Like the President’s proposal, the bill treats spouses and children of permanent residents as immediate relatives. Outdated legal immigration programs need to be reformed to meet current and future demands. I am pleased to see that the bill eliminates existing waiting lists in the family-sponsored immigration system by recapturing unused visas and temporarily increasing annual visa numbers, raising annual country caps, and revising current unlawful presence bars and providing broader discretion to waive bars in cases of hardship.
The bill also contains important protections for vulnerable immigrants, including those who are victims of crime and domestic violence, and asylum seekers by eliminating certain limitations that prevent qualified individuals from applying for asylum. The bill also contains provisions creating new temporary worker programs – one targeted to the agricultural industry and another broader based program – that are the product of compromise between business and labor leaders seeking to address worker shortages while also protecting American workers.
Conclusion
Over the past four years, DHS has worked very hard to meet our immigration responsibilities in a smart, common-sense manner. The results we are seeing today reflect the most serious and sustained effort to strengthen border security and enforce immigration laws that I’ve seen in the more than twenty years I’ve been engaged in immigration enforcement and policy. Our men and women on the frontlines, in the interior, and overseas deserve a great deal of credit for this success.

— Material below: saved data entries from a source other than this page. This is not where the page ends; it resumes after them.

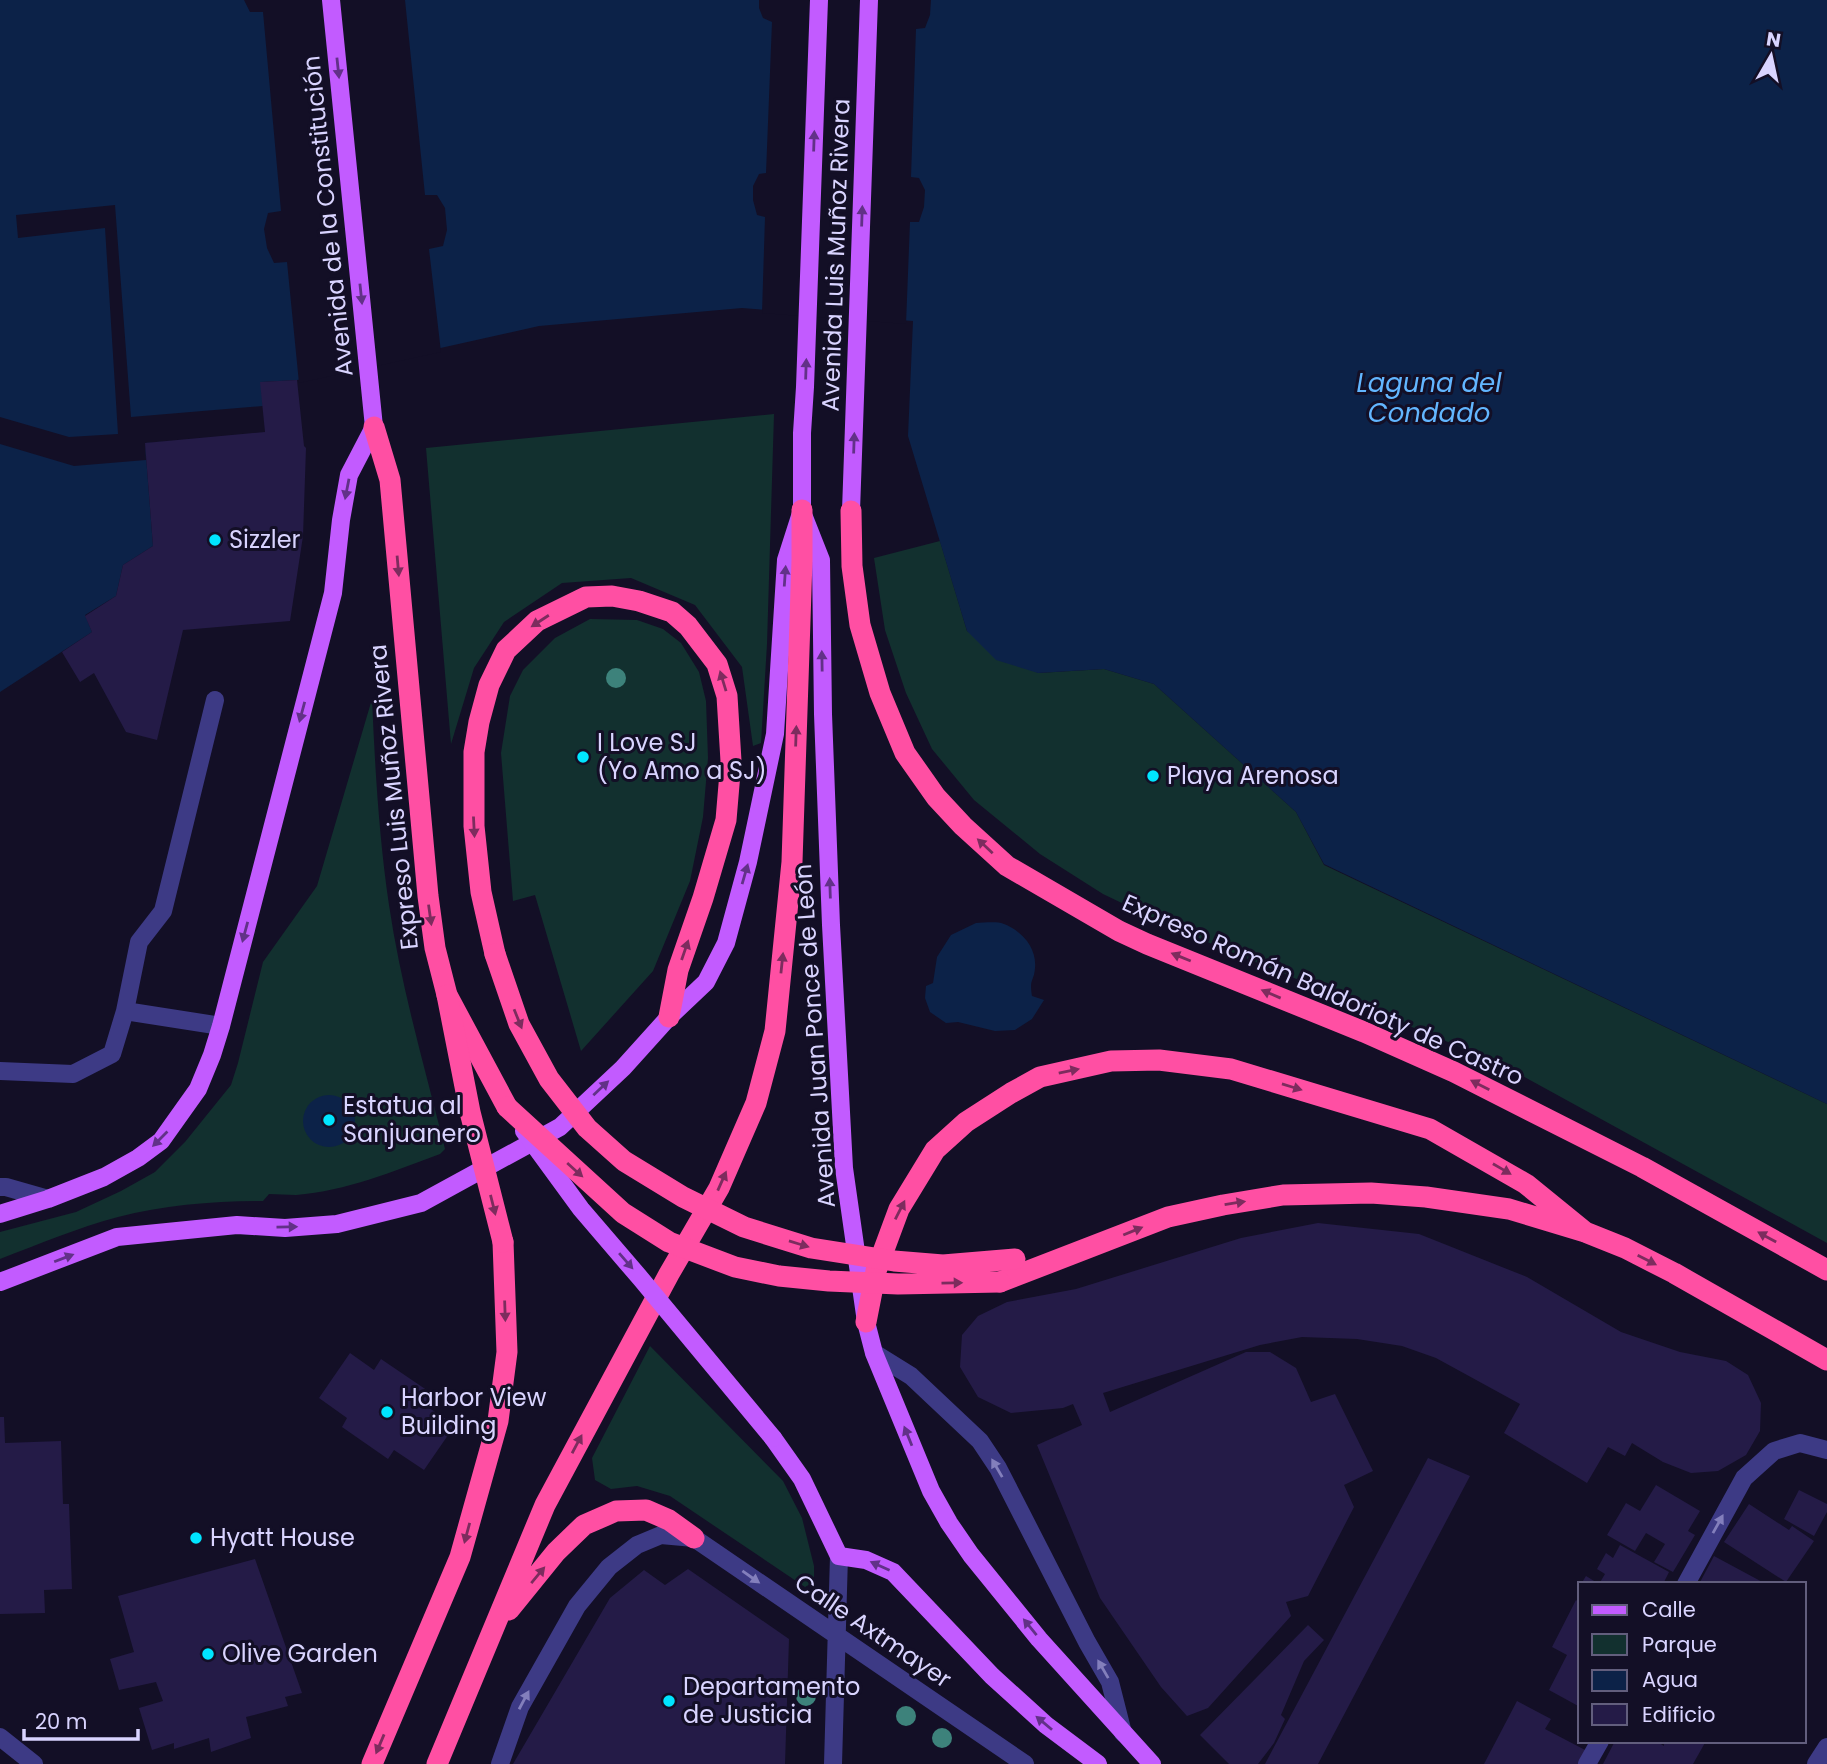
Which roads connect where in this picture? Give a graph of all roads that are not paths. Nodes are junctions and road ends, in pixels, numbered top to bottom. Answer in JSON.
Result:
{"nodes":[{"id":1,"x":331,"y":0,"type":"edge"},
{"id":2,"x":819,"y":0,"type":"edge"},
{"id":3,"x":869,"y":0,"type":"edge"},
{"id":4,"x":374,"y":427,"type":"junction"},
{"id":5,"x":802,"y":510,"type":"junction"},
{"id":6,"x":851,"y":511,"type":"joint"},
{"id":7,"x":215,"y":700,"type":"dead end"},
{"id":8,"x":447,"y":995,"type":"junction"},
{"id":9,"x":125,"y":1011,"type":"junction"},
{"id":10,"x":669,"y":1017,"type":"junction"},
{"id":11,"x":221,"y":1026,"type":"junction"},
{"id":12,"x":0,"y":1071,"type":"edge"},
{"id":13,"x":507,"y":1107,"type":"junction"},
{"id":14,"x":0,"y":1187,"type":"edge"},
{"id":15,"x":48,"y":1199,"type":"junction"},
{"id":16,"x":0,"y":1214,"type":"edge"},
{"id":17,"x":1585,"y":1232,"type":"junction"},
{"id":18,"x":1088,"y":1249,"type":"junction"},
{"id":19,"x":1827,"y":1270,"type":"edge"},
{"id":20,"x":0,"y":1282,"type":"edge"},
{"id":21,"x":866,"y":1322,"type":"junction"},
{"id":22,"x":874,"y":1353,"type":"junction"},
{"id":23,"x":1827,"y":1360,"type":"edge"},
{"id":24,"x":1827,"y":1450,"type":"edge"},
{"id":25,"x":694,"y":1538,"type":"junction"},
{"id":26,"x":839,"y":1556,"type":"junction"},
{"id":27,"x":1687,"y":1582,"type":"edge"},
{"id":28,"x":494,"y":1627,"type":"junction"},
{"id":29,"x":837,"y":1637,"type":"junction"},
{"id":30,"x":1123,"y":1733,"type":"junction"},
{"id":31,"x":0,"y":1737,"type":"edge"},
{"id":32,"x":1599,"y":1743,"type":"edge"},
{"id":33,"x":1827,"y":1747,"type":"edge"},
{"id":34,"x":34,"y":1764,"type":"edge"},
{"id":35,"x":372,"y":1764,"type":"edge"},
{"id":36,"x":437,"y":1764,"type":"edge"},
{"id":37,"x":500,"y":1764,"type":"edge"},
{"id":38,"x":833,"y":1764,"type":"edge"},
{"id":39,"x":1025,"y":1764,"type":"edge"},
{"id":40,"x":1098,"y":1764,"type":"edge"},
{"id":41,"x":1152,"y":1764,"type":"edge"},
{"id":42,"x":1587,"y":1764,"type":"edge"},
{"id":43,"x":1816,"y":1764,"type":"edge"}],
"edges":[{"from":1,"to":4,"type":"main road","name":"Avenida de la Constitución","one_way":true},
{"from":5,"to":2,"type":"main road","name":"Avenida Luis Muñoz Rivera","one_way":true},
{"from":6,"to":3,"type":"main road","name":"Avenida Luis Muñoz Rivera","one_way":true},
{"from":4,"to":8,"type":"highway","name":"Expreso Luis Muñoz Rivera","one_way":true},
{"from":4,"to":11,"type":"main road","one_way":true},
{"from":10,"to":5,"type":"main road","one_way":true},
{"from":21,"to":5,"type":"main road","name":"Avenida Juan Ponce de León","one_way":true},
{"from":28,"to":5,"type":"highway","one_way":true},
{"from":19,"to":6,"type":"highway","name":"Expreso Román Baldorioty de Castro","one_way":true},
{"from":7,"to":9,"type":"street"},
{"from":8,"to":13,"type":"highway","bridge":true},
{"from":8,"to":35,"type":"highway","name":"Expreso Luis Muñoz Rivera","one_way":true,"bridge":true},
{"from":9,"to":11,"type":"street"},
{"from":9,"to":12,"type":"street"},
{"from":10,"to":18,"type":"highway","one_way":true,"bridge":true},
{"from":20,"to":10,"type":"main road","one_way":true},
{"from":11,"to":15,"type":"main road","one_way":true},
{"from":13,"to":18,"type":"highway","one_way":true,"bridge":true},
{"from":13,"to":26,"type":"main road","one_way":true,"bridge":true},
{"from":14,"to":15,"type":"street"},
{"from":15,"to":16,"type":"main road"},
{"from":18,"to":17,"type":"highway","one_way":true},
{"from":21,"to":17,"type":"highway","one_way":true},
{"from":17,"to":23,"type":"highway","one_way":true},
{"from":21,"to":22,"type":"main road","name":"Avenida Juan Ponce de León"},
{"from":30,"to":22,"type":"main road","name":"Avenida Juan Ponce de León","one_way":true},
{"from":30,"to":22,"type":"street","one_way":true},
{"from":27,"to":24,"type":"street","one_way":true},
{"from":28,"to":25,"type":"highway","one_way":true},
{"from":25,"to":29,"type":"street","name":"Calle Axtmayer","one_way":true},
{"from":37,"to":25,"type":"street","one_way":true},
{"from":26,"to":29,"type":"street"},
{"from":40,"to":26,"type":"main road","one_way":true},
{"from":28,"to":36,"type":"highway"},
{"from":29,"to":38,"type":"street"},
{"from":29,"to":39,"type":"street","name":"Calle Axtmayer"},
{"from":30,"to":41,"type":"main road","name":"Avenida Juan Ponce de León"},
{"from":31,"to":34,"type":"street"},
{"from":32,"to":42,"type":"street"},
{"from":33,"to":43,"type":"street"}]}
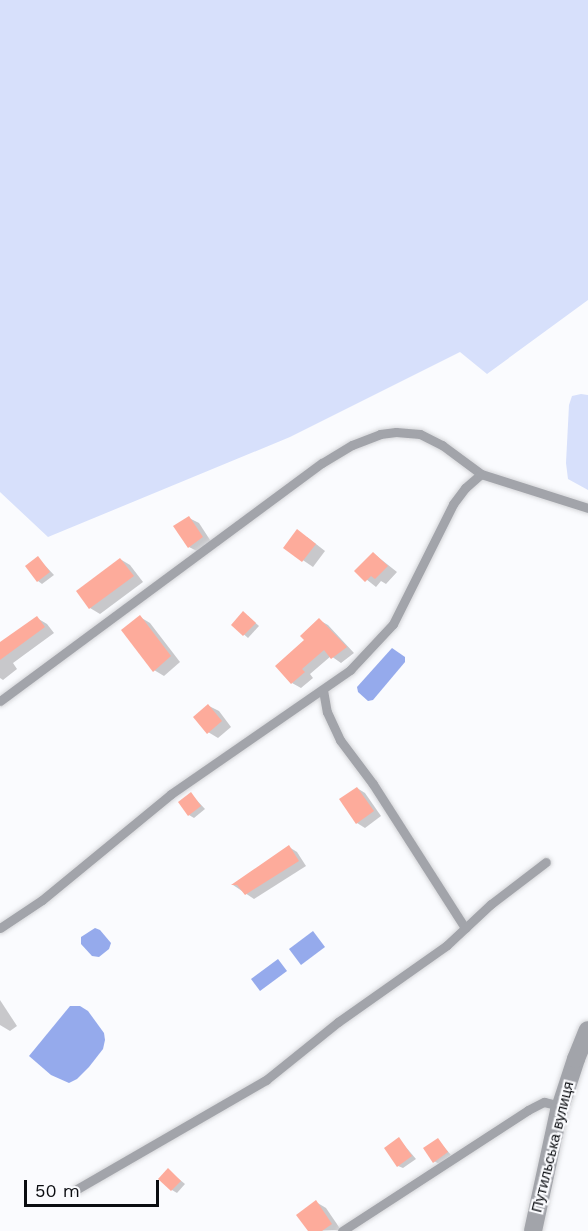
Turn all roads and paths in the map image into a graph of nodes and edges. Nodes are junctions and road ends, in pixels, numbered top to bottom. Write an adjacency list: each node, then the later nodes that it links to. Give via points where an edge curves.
1 (481, 474): 2 (lane); 3 (lane, via 453,504 388,631 350,670); 4 (lane, via 420,434 380,434 352,445 322,463)
2 (588, 508)
3 (323, 690): 6 (lane, via 171,794 42,900); 7 (lane, via 327,712 340,740 373,784)
4 (0, 701)
5 (546, 862): 7 (lane)
6 (0, 928)
7 (465, 928): 10 (lane, via 266,1080)
8 (588, 1030): 9 (street, Путильська вулиця)
9 (561, 1106): 11 (lane, via 544,1102 533,1107); 12 (street, Путильська вулиця)
10 (77, 1189)
11 (342, 1231)
12 (533, 1231)

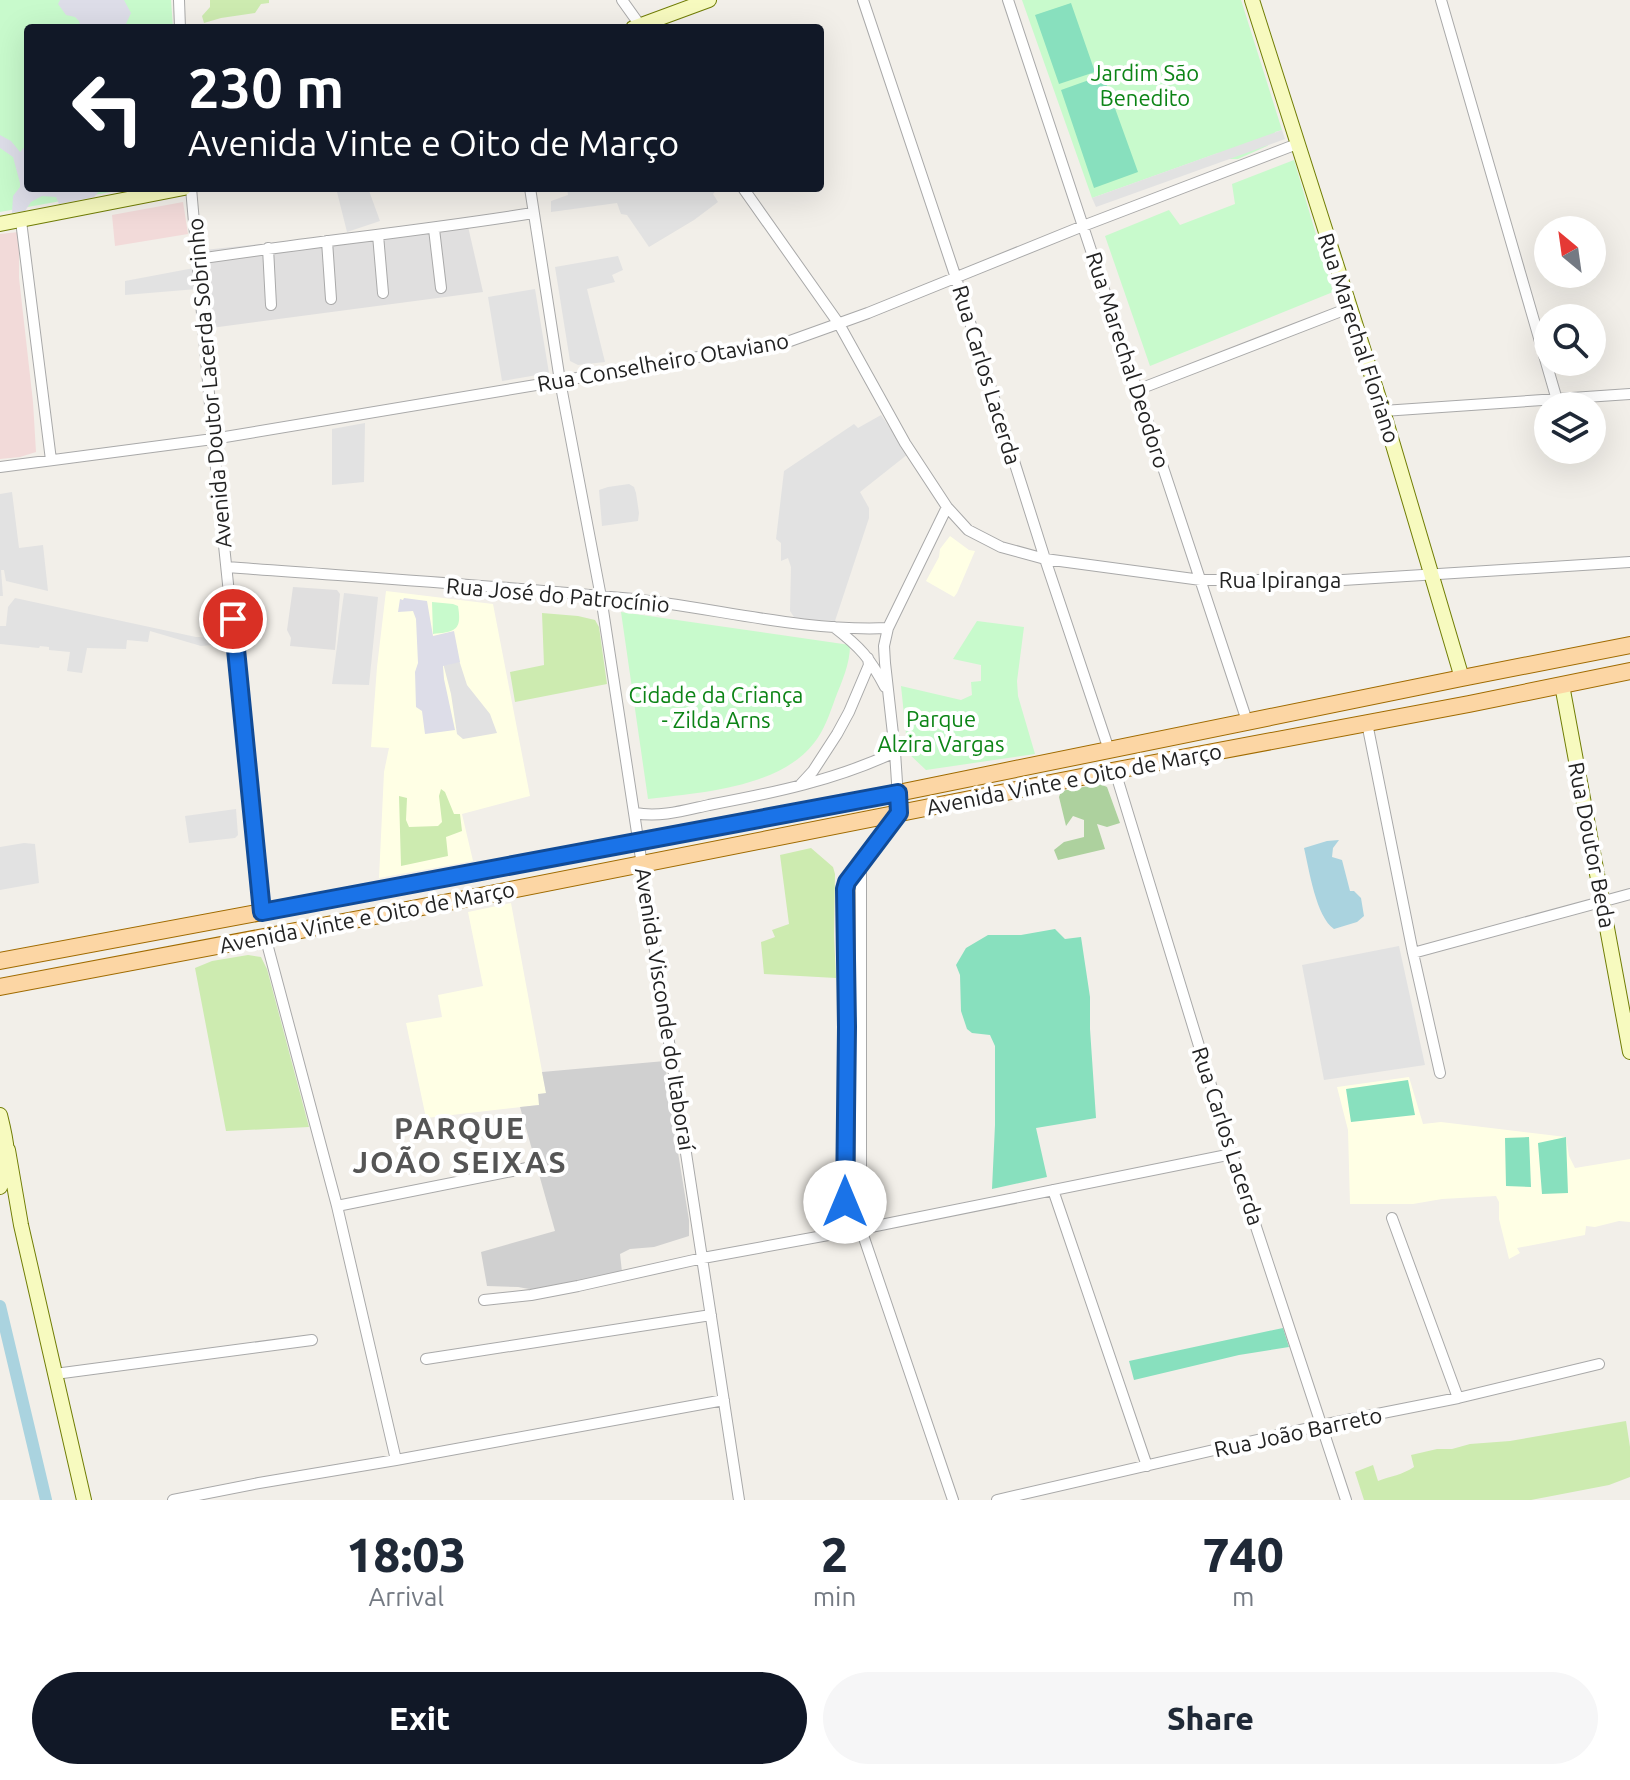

Today our borders are more secure and our border communities are among the safest communities in our country. We have removed record numbers of criminals from the United States and our immigration laws are being enforced according to sensible priorities. We have taken numerous steps to strengthen legal immigration and build greater integrity into the system. And we are using our resources in a smart, effective, responsible manner. We have matched words with action, and now is the time to take the next step and fundamentally reform the nation’s immigration system to reflect the realities of the 21st century.
We must not miss this opportunity to enact meaningful reforms to not only strengthen our immigration system but also to ensure that our nation remains a land of opportunity for immigrants, businesses, and all those whose dreams, aspirations, hard work, and success have contributed to our nation’s uniqueness, diversity, cultural richness, and economic strength since our founding. The time to modernize our immigration laws is long overdue, and we stand ready to work with this Committee and the Congress to achieve this important goal for our country, the American people, and all those seeking to contribute their talents and energy to our great nation.
We are very encouraged by the progress that has been made thus far in developing the Border Security, Economic Opportunity, and Immigration Modernization Act. The introduction of this legislation is a true milestone, and we look forward to working with you to build on this momentum. Thank you, again, for the attention you are giving to this critical issue.